A lot of the content below has come from this article on Smashing Magazine
How to work out the correct structure
Follow conventions - you could for instance carry out a benchmarking process
Look at traffic data for a site if it exists already
Look at the search data for a site if it exists already
Define a hypothesis (define users needs and tasks they are trying to achieve) and first draft of the IA
Create a hierarchy with minimal sub-levels
Don’t use jargon
Carry out a card sort with real people (or scenario testing with a wireframe/prototype)
Keep refining it
Thinking about the design
Don’t solely rely on icons/images as a navigational tool
Use the design to create distinct visual differences between hierarchy levels
Why is good IA important?
Good IA should reduce the amount of information shown. If a user is given too much information/choice it causes cognitive deferral (make no decision)
A user will achieve their goals quicker and will keep them focused
By placing the information in context eg: a breadcrumb trail, the information is easier to analyse and understand
The user feel less frustrated, more in control – they won’t need to contact support
Advantage for Business
If you give your user a clear purpose, they remain engaged for longer – they stay on the website for longer – if they can’t see how to start their goal, they will leave within 10–20 seconds - and potentially go to a competitor
Chance of customer conversion is increased
Good IA means a reduction in duplication of information
Better ROI through efficient use of the platform
Cost of customer support is reduced
Search vs navigation
The stats are inconclusive about how much people use a search function. But it is used and you need to have both navigation and search on a site.
Article here by nngroup.com
Make sure the search is well-defined and makes use of meta data
Consider using a mega-menu for a complex site with lots of categories and sub-categories, and a search function to locate specific information
_
USER FLOW
This is about how a person moves through the structure created. You need to consider that every user may have landed on the site at a different place, but each one of those pages needs to make sense to them – they need to know where they are, what they can do and what they can do next.
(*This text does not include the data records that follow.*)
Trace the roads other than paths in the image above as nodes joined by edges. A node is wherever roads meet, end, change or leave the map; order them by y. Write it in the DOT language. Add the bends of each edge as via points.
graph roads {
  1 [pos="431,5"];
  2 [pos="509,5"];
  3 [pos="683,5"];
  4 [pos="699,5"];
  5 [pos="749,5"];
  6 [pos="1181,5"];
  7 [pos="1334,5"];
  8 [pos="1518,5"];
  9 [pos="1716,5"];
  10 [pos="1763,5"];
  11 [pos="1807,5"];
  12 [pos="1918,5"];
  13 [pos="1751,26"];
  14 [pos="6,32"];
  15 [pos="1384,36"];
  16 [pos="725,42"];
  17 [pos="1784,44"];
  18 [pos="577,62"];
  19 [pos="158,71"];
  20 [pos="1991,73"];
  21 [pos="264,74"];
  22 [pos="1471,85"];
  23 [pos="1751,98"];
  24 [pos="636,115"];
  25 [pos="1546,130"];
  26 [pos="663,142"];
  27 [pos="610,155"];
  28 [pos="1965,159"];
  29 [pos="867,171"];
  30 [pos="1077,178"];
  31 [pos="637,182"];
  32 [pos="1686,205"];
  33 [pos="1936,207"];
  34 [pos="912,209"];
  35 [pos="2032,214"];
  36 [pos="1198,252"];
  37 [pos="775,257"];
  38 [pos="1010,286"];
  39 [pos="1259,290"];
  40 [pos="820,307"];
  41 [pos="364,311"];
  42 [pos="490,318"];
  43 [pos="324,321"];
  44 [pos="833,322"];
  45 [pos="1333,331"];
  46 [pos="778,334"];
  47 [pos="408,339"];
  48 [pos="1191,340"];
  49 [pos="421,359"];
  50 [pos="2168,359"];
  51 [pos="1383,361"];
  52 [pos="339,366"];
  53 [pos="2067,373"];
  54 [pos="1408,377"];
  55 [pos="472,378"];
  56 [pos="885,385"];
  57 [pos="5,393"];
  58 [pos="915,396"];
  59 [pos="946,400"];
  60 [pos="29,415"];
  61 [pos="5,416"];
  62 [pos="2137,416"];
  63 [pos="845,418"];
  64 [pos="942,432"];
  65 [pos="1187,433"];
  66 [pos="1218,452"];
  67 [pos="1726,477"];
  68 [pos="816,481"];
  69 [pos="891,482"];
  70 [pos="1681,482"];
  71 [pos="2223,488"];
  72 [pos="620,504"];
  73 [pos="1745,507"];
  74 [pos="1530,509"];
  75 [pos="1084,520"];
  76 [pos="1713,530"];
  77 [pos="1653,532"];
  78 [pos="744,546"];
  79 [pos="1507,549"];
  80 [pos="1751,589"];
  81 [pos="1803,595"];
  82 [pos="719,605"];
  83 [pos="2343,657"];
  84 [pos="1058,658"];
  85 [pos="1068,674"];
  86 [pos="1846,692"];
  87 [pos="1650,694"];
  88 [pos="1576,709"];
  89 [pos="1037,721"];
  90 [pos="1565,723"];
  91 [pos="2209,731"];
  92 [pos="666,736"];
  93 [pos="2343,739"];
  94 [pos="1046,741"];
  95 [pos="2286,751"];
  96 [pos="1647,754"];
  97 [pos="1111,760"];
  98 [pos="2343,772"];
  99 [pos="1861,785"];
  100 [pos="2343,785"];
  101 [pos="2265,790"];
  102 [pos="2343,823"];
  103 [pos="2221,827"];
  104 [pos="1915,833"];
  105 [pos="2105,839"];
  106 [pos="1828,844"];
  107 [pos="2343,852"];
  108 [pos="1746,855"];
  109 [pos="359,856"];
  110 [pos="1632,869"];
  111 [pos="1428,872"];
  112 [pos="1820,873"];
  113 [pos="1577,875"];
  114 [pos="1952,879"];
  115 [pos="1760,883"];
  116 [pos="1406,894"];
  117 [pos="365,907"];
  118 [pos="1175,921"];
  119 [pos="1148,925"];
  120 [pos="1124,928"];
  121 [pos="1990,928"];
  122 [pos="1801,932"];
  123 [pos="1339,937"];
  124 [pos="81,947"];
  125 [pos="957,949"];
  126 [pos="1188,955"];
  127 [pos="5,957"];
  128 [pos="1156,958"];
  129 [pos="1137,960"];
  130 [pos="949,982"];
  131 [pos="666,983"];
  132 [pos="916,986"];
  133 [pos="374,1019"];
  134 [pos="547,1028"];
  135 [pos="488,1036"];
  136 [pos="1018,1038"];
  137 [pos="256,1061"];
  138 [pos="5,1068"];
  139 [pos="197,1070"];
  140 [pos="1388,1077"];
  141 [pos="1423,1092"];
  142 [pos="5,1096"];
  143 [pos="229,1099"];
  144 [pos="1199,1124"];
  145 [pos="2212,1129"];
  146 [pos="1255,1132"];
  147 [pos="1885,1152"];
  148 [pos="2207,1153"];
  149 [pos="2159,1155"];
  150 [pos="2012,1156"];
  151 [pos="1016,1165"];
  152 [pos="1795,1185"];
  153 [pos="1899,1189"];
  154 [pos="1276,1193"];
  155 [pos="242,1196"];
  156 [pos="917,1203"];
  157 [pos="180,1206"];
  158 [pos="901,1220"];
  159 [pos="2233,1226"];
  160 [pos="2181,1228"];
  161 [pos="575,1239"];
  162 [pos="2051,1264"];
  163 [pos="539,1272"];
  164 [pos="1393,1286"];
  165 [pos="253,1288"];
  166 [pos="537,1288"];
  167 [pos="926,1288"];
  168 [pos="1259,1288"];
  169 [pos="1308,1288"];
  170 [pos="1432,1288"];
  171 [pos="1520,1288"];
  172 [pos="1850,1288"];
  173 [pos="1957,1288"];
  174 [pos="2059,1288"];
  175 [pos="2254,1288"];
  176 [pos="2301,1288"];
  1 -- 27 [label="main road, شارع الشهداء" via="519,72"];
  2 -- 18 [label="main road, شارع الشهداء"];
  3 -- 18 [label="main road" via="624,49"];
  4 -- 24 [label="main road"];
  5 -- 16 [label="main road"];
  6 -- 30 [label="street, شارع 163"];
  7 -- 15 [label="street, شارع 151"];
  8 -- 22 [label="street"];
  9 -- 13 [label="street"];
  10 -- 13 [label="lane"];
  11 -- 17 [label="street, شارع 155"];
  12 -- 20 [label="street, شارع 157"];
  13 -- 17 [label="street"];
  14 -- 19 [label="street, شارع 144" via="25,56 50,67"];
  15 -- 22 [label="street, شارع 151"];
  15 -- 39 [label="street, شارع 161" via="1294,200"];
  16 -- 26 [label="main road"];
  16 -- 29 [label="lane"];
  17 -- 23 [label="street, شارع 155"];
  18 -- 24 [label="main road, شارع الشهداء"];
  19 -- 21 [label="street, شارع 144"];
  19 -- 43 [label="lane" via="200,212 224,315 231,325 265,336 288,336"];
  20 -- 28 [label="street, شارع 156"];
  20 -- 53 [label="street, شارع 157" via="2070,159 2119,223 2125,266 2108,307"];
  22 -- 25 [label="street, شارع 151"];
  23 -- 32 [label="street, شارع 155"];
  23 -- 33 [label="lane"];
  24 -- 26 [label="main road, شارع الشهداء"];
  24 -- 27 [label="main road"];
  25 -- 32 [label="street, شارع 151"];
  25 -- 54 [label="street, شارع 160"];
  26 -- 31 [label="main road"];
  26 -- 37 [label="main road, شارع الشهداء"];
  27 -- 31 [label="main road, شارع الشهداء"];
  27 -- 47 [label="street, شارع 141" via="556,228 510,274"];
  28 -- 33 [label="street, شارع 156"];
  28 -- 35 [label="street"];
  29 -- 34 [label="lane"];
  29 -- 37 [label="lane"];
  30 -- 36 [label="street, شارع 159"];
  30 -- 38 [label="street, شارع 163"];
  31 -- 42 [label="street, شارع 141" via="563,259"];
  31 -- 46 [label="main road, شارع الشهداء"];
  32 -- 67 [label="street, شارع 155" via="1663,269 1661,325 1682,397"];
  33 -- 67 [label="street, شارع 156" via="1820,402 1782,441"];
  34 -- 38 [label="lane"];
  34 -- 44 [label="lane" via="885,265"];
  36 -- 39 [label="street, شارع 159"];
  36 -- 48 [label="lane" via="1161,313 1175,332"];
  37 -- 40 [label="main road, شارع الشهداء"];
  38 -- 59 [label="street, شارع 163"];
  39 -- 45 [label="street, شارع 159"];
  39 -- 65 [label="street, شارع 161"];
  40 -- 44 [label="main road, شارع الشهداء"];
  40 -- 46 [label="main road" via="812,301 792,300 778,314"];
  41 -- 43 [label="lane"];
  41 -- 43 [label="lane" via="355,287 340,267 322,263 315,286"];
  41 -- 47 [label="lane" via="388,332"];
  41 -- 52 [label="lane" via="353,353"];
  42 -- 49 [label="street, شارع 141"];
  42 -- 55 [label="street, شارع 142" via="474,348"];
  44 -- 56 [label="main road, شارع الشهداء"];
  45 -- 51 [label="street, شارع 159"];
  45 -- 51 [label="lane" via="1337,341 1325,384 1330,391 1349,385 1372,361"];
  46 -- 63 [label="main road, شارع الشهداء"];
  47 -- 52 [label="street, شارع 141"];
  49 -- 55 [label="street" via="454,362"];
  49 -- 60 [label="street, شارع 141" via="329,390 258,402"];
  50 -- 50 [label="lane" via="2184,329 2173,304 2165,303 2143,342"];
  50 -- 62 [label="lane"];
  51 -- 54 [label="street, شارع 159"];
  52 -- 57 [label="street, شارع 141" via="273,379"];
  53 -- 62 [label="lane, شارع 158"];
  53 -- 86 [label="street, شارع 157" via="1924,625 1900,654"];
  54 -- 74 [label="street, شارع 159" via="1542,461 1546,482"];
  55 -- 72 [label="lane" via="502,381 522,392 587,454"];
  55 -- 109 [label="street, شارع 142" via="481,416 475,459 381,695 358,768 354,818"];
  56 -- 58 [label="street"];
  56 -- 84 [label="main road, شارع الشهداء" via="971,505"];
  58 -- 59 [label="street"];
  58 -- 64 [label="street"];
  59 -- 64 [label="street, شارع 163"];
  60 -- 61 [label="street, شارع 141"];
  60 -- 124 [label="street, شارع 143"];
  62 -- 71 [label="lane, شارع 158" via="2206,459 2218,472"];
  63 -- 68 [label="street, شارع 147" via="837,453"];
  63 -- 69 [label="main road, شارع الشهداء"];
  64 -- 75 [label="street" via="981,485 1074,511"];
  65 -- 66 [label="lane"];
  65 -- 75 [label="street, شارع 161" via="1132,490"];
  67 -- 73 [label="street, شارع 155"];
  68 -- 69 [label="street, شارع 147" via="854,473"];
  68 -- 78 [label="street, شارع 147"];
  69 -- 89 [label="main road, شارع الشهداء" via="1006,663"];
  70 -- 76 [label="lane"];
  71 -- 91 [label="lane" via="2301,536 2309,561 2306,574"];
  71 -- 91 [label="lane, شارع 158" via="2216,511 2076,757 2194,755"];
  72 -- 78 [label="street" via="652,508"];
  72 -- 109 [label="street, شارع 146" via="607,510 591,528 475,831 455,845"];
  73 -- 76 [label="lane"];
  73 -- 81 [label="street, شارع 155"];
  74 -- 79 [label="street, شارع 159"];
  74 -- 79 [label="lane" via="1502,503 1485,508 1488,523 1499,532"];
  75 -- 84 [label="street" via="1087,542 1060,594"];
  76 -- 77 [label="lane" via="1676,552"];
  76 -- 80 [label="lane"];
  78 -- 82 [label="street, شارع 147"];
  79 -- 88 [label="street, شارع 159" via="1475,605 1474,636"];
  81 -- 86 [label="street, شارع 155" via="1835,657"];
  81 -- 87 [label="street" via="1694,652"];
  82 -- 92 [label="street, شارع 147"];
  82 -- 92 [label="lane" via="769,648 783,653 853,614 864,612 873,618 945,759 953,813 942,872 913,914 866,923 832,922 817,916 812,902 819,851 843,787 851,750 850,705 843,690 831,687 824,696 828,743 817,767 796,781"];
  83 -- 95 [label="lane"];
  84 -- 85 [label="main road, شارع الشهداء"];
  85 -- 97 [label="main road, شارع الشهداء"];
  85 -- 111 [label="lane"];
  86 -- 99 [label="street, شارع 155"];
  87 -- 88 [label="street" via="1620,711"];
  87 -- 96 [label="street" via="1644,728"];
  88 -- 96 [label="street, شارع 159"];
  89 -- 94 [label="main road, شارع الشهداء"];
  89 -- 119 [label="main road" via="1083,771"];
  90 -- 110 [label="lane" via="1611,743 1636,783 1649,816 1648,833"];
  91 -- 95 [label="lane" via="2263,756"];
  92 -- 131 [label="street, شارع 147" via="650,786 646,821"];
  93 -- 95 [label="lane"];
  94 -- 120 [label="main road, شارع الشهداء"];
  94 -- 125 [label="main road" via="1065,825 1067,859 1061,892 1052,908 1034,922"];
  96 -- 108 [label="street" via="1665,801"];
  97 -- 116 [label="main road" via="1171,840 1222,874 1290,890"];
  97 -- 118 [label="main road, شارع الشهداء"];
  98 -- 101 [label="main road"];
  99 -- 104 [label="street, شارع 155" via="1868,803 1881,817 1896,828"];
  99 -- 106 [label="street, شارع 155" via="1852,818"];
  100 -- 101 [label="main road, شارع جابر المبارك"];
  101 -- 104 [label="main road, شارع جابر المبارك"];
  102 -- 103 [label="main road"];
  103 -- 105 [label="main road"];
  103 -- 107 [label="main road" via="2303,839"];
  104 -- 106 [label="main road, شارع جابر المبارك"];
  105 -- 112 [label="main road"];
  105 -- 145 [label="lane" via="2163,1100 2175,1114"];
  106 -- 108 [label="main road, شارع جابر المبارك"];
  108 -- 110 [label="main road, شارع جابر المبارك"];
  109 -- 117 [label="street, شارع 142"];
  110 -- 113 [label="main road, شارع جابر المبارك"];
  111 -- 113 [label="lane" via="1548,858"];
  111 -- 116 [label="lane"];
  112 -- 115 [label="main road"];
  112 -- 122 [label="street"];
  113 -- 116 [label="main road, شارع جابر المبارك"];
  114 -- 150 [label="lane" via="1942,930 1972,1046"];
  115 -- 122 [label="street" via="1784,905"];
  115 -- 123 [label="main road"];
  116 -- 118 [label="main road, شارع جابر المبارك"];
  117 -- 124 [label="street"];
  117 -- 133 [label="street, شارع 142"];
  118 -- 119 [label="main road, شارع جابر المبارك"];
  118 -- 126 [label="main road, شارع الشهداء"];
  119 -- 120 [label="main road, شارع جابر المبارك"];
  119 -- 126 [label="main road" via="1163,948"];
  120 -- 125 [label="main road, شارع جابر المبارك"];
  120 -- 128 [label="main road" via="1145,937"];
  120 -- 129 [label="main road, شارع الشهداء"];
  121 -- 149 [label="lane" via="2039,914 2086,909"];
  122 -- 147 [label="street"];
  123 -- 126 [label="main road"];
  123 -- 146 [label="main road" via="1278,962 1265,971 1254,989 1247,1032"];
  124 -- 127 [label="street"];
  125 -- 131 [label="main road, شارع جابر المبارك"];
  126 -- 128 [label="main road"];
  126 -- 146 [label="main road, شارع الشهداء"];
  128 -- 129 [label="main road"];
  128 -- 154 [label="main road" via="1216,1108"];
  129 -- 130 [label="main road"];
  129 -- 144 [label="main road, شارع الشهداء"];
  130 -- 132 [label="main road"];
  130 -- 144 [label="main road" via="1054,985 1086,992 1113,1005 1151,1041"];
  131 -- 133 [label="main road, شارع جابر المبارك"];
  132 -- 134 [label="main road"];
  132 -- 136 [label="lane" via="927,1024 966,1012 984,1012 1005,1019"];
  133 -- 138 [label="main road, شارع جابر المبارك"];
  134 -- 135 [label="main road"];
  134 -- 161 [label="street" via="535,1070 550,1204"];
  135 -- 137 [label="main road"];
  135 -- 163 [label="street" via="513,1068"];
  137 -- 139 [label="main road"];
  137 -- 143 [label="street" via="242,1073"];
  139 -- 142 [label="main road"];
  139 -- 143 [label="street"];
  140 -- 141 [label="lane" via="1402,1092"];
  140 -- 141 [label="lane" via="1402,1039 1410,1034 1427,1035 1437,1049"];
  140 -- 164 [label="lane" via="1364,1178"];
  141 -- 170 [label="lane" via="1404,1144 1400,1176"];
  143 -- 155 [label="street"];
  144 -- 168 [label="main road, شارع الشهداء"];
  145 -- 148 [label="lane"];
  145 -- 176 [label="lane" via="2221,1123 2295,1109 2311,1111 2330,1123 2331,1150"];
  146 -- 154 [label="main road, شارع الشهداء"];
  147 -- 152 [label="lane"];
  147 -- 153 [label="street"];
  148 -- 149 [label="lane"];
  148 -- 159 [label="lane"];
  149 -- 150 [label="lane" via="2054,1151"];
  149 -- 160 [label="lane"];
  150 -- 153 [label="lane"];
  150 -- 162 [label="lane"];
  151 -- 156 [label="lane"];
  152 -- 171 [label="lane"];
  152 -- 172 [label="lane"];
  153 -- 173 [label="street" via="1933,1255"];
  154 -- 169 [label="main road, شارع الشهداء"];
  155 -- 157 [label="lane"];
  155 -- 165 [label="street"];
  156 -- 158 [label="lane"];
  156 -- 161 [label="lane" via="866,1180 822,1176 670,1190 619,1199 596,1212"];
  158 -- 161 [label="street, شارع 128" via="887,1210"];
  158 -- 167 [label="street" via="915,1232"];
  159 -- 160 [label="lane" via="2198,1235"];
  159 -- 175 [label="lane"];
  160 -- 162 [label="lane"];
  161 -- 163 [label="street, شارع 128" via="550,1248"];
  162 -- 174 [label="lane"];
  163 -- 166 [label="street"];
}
You can’t design for every single flow, pick the top 3-5 and design for that (Paradox of specificity: Design for a specific user/audience, and you will meet the requirements of the broader group)
It’s not about the number of screens, it’s about every single screen state - every single interaction
You need to understand the following before you design a screen:
Where it sits in the structure
What it’s sequence is in the main flows
Be conscious of the different screen states it will be in
Navigation
Good article here on Medium
–
Once you start looking at types of UX flows, it gets pretty confusing. There appears to be:
A flow chart (may also be called Users Goals?)
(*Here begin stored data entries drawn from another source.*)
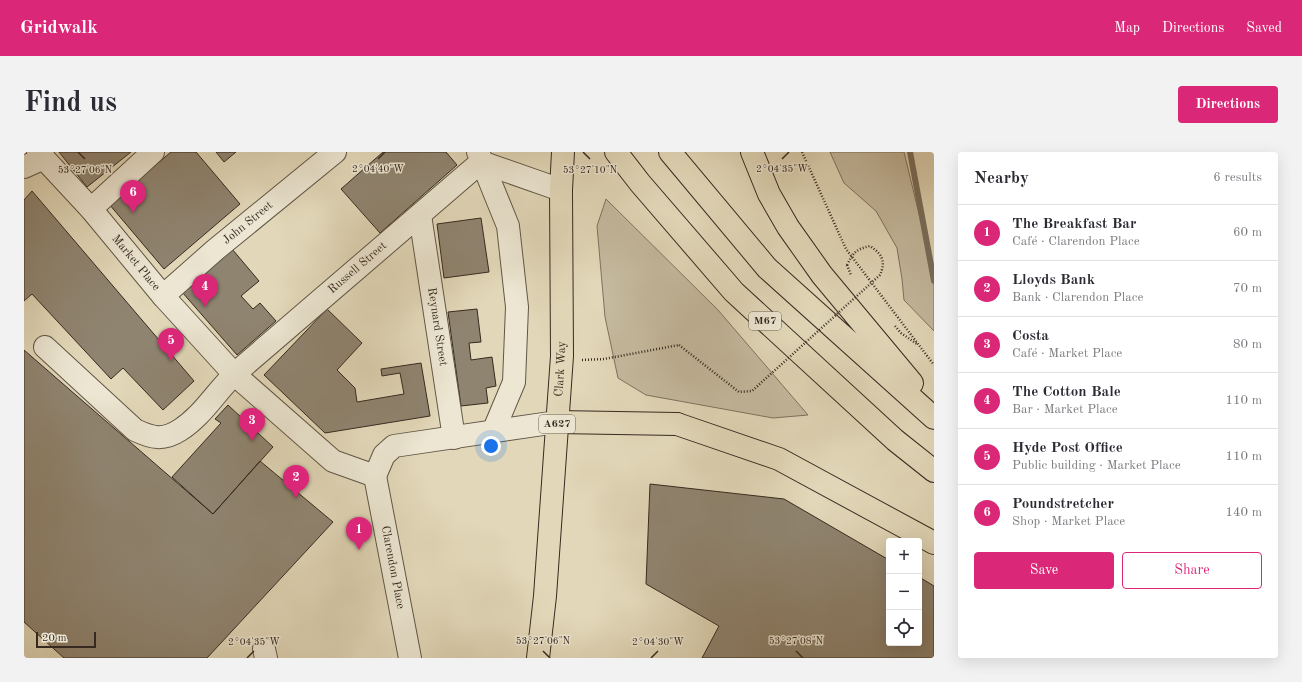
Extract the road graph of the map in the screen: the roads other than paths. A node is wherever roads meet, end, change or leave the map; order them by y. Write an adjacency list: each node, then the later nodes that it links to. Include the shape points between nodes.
1 (564, 152): 10 (main road, Clark Way / A627)
2 (616, 152): 21 (main road, M67, via 734,292 895,440)
3 (670, 152): 17 (main road, via 767,268)
4 (752, 152): 16 (main road, via 773,201 788,227 818,269)
5 (333, 153): 13 (street, John Street, via 215,250)
6 (41, 155): 9 (street); 11 (street, Market Place)
7 (149, 155): 11 (street)
8 (479, 157): 10 (street); 12 (street, Russell Street); 19 (street, via 508,226 517,307 514,382)
9 (24, 167)
10 (562, 190): 18 (main road, Clark Way / A627, via 562,361)
11 (91, 209): 13 (street, Market Place)
12 (420, 215): 15 (street, Russell Street); 20 (street, Reynard Street)
13 (164, 296): 15 (street, Market Place)
14 (45, 347): 15 (street, Russell Street, via 135,430 147,436 160,438 169,436 191,422)
15 (234, 374): 22 (street, Market Place, via 333,461)
16 (934, 410)
17 (934, 418)
18 (557, 422): 19 (street); 23 (main road, A627, via 677,424 779,459); 25 (main road, Clark Way / A627, via 545,596)
19 (493, 432): 20 (street)
20 (454, 438): 22 (street, via 394,446 384,455)
21 (934, 471)
22 (375, 476): 24 (street, Clarendon Place)
23 (934, 543)
24 (410, 658)
25 (538, 658)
This is the sequence of steps & decisions that need to be taken to complete a workflow or process
It is at goal or story level
Tend to be mapped out using UML - Unified Modelling Language
Task flow
This is at action level. It is about performing a specific task, and is mapped in a linear fashion. All users will perform the task in the same way
Wire flow
This is component level. It charts pages designed as wire-frames (fidelity can vary greatly), in a simplified flow-like chart
User flow
A visual representation of the path a user can follow to achieve a goal, whilst using using app/website etc. There is free will involved, the user can take a variety of paths to achieve their goal (unlike a task flow)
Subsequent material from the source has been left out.